As a novel contribution, this work presents a manipulation and fine-tuning of the optical and electrical properties of Ag–WO3 core–shell nanoparticles by varying the Ag core concentration employing laser ablation in liquid technique, the study showcased the impact of core concentration on the structural, morphological, optical, and electrical characteristics of Ag–WO3 core–shell nanoparticles.

Experimental work

We have synthesized Ag–WO3 core–shell NPs by a two-step process of laser ablation in water. Initially, a 1064 nm Nd:YAG pulsed laser beam was used to ablate a square silver target plate with dimensions of (0.8*0.8 mm) and high purity of (99.9%) that was submerged in 3 ml of distilled water inside a glass container without the use of any chemical additives. A repetition rate of 1 Hz, 10 focal length of the lens and a pulse width of 15 ns were used. The silver target was cleaned before immersion and irradiation by dipping it in acetone and washing it in pure water. The laser ablation procedure was conducted on the Ag target using a laser fluence of 6.12 J/cm2 and number of laser pulses (200, 250, 300, 350, and 400).
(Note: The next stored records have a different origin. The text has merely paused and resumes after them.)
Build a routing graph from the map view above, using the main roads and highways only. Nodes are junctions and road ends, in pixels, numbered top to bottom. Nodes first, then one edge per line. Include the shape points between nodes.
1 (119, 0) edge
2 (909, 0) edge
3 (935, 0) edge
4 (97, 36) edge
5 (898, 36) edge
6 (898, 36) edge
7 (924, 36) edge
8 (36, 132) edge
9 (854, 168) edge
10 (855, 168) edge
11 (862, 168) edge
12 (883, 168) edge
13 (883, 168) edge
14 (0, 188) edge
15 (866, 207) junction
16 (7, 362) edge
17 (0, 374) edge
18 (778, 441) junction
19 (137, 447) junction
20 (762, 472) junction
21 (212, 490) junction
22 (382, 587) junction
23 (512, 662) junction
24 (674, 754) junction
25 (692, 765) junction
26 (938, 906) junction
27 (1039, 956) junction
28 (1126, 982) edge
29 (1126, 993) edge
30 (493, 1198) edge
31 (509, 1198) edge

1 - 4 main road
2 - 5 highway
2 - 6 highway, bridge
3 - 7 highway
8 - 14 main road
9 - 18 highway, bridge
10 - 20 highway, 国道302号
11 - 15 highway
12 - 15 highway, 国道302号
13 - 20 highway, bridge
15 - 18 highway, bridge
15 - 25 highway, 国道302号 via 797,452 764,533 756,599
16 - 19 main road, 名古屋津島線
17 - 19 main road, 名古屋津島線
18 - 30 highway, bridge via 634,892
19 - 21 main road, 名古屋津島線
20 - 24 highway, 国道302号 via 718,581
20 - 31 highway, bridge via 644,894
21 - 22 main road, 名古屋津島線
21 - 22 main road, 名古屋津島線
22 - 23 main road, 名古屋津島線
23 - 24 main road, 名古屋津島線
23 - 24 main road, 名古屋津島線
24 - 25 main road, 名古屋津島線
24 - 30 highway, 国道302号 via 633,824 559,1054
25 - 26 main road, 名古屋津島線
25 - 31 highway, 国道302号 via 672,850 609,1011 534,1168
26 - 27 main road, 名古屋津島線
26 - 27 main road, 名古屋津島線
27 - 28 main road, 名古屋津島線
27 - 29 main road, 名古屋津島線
The experiment was conducted at different concentrations of silver. Resulting in the production of nanoparticles in the form of a suspension (0.36, 0.76, 1.2, 1.6, and 1.96 μg/mL). Step two, the silver target was subsequently substituted for a tungsten target in the solution, to produce the Ag–WO3 colloidal core–shell. Using 1064 nm, 1 Hz, 10 focal length lens with a constant laser fluence of 76.34 J/cm2 laser pulses (300), respectively. Figure 1 illustrates the schematic diagram depicting the process of forming Ag–WO3 core-Porous shell NPs by laser ablation in water (Table 1). Figure 2 depicts an image of newly formed colloidal Ag–WO3 core–shell NPs. It is evident that increasing the number of laser pulses caused an increase in core concentrations and change in the color of the solution, transitioning from light yellow to deep yellow. This change in color indicates a variation in particle size according to the number of laser pulses. The concentrations of the Ag colloidal nanoparticles were determined by estimating the weight of the Ag target before and after ablation by laser. The concentration was estimated as a function of the laser pulses number using a five digit (digital scale) precision weighing instrument that can measure weight to an accuracy of 0.00001 g. The following formulae were used. Five distinct concentrations of (Ag) nanoparticles where used95,96,97.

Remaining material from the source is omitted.